====== Exercise material
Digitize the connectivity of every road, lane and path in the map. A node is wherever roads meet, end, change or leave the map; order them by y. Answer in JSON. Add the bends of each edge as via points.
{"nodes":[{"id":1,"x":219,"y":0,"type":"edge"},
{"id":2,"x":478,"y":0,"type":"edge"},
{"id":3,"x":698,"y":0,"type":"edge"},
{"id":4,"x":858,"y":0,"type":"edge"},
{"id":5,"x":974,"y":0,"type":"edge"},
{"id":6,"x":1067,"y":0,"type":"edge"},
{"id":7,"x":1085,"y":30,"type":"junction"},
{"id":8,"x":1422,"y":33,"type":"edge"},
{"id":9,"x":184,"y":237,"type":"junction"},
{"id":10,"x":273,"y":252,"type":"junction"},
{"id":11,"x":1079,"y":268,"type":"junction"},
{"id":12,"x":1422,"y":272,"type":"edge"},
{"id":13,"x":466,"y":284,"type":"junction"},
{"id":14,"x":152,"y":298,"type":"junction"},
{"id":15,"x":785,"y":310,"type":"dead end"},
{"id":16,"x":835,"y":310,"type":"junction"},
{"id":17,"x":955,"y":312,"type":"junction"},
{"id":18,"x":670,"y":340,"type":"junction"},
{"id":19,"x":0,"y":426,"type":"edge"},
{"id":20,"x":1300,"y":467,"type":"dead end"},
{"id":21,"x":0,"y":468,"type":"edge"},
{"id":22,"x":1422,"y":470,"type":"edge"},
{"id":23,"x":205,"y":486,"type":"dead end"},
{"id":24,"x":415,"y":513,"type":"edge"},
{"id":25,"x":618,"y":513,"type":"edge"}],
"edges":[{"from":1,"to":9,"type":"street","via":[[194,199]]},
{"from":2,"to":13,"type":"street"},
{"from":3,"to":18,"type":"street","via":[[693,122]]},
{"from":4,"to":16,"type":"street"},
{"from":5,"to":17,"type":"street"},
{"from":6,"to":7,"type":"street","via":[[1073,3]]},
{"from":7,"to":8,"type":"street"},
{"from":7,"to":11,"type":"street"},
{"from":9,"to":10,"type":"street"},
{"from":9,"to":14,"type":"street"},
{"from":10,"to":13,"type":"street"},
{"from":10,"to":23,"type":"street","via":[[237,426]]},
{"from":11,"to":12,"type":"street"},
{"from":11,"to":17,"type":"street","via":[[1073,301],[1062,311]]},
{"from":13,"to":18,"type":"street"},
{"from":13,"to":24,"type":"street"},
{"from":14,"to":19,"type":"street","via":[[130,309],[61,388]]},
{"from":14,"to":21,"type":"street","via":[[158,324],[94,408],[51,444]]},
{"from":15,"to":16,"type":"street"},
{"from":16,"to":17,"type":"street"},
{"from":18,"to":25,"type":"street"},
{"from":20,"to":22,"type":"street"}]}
============
====== Exercise material
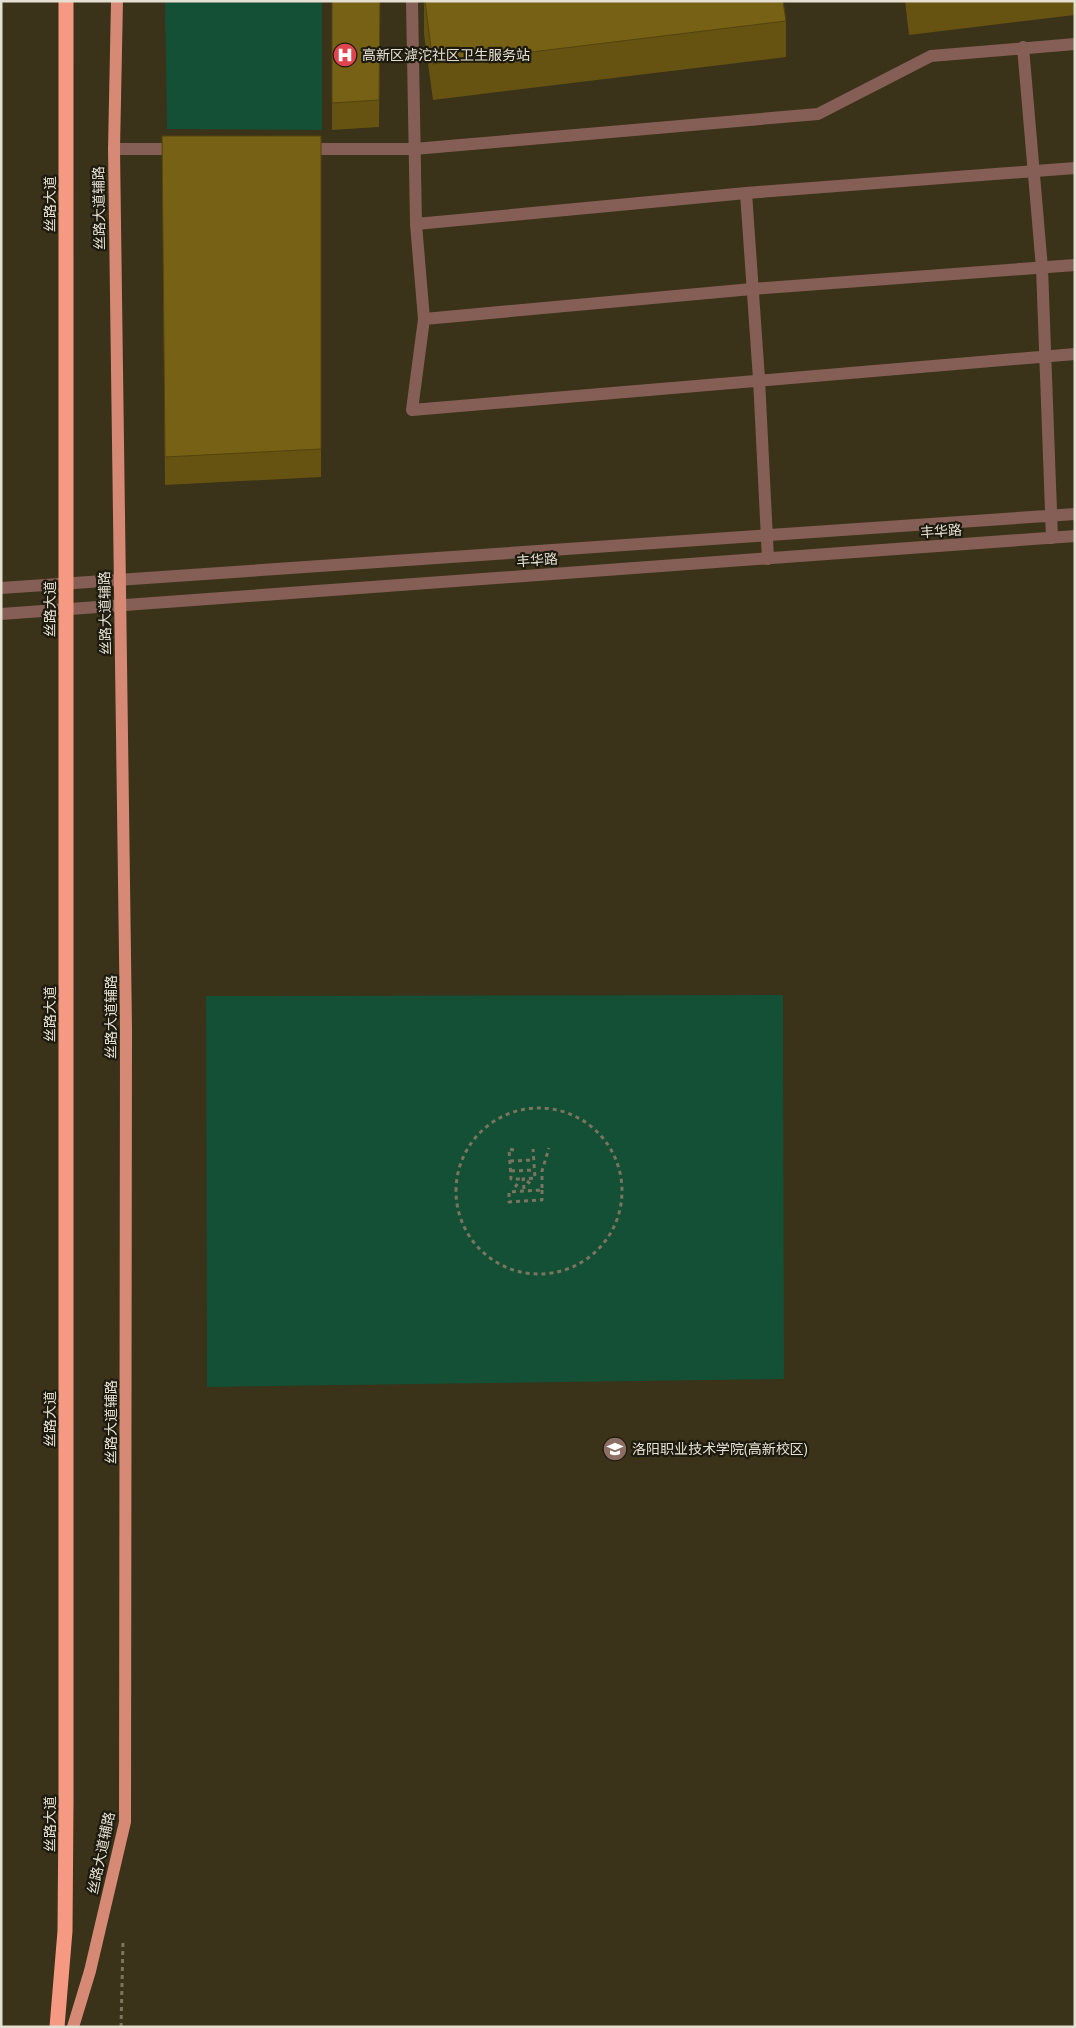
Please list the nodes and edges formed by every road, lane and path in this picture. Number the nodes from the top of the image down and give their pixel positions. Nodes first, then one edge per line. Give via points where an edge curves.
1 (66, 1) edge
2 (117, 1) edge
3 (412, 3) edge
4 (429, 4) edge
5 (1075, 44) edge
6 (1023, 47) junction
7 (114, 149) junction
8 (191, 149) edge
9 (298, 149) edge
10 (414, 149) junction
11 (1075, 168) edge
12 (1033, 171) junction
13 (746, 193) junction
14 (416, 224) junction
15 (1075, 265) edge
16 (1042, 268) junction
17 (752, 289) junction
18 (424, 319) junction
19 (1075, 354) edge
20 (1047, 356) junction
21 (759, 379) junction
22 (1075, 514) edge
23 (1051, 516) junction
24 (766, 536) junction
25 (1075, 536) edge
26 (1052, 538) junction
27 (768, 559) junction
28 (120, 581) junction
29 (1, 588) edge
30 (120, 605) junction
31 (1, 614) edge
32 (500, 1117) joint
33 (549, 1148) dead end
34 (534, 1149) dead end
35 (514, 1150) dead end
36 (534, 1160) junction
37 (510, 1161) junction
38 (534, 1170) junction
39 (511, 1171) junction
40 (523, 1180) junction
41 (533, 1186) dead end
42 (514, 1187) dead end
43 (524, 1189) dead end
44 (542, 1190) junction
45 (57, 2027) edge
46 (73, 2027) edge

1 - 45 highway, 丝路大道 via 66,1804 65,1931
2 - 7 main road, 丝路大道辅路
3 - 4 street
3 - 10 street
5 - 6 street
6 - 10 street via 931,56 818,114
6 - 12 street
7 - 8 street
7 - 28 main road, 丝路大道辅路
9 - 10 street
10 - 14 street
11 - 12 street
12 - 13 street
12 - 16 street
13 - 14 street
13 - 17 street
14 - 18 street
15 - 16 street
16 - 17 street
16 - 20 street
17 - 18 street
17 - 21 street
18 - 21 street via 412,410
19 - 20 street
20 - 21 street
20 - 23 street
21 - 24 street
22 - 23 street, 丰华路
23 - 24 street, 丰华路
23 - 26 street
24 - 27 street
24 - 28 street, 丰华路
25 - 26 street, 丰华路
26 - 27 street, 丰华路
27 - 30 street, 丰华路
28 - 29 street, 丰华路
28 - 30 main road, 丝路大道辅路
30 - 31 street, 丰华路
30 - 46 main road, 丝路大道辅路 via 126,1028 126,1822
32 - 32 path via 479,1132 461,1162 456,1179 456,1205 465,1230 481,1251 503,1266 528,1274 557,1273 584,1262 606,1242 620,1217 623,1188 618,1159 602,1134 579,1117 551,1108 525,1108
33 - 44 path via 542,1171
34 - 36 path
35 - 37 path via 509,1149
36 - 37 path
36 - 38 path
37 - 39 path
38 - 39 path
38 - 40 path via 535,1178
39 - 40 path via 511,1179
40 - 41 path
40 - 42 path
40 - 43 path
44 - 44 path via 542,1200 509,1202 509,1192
============
*What to do*: Go line by line through the data and copy any that contain "edges".

*Result below*:
"edges":[{"from":1,"to":9,"type":"street","via":[[194,199]]},
Please list the nodes and edges formed by every road, lane and path in this picture. Number the nodes from the top of the image down and give their pixel positions. Nodes first, then one edge per line. Give via points where an edge curves.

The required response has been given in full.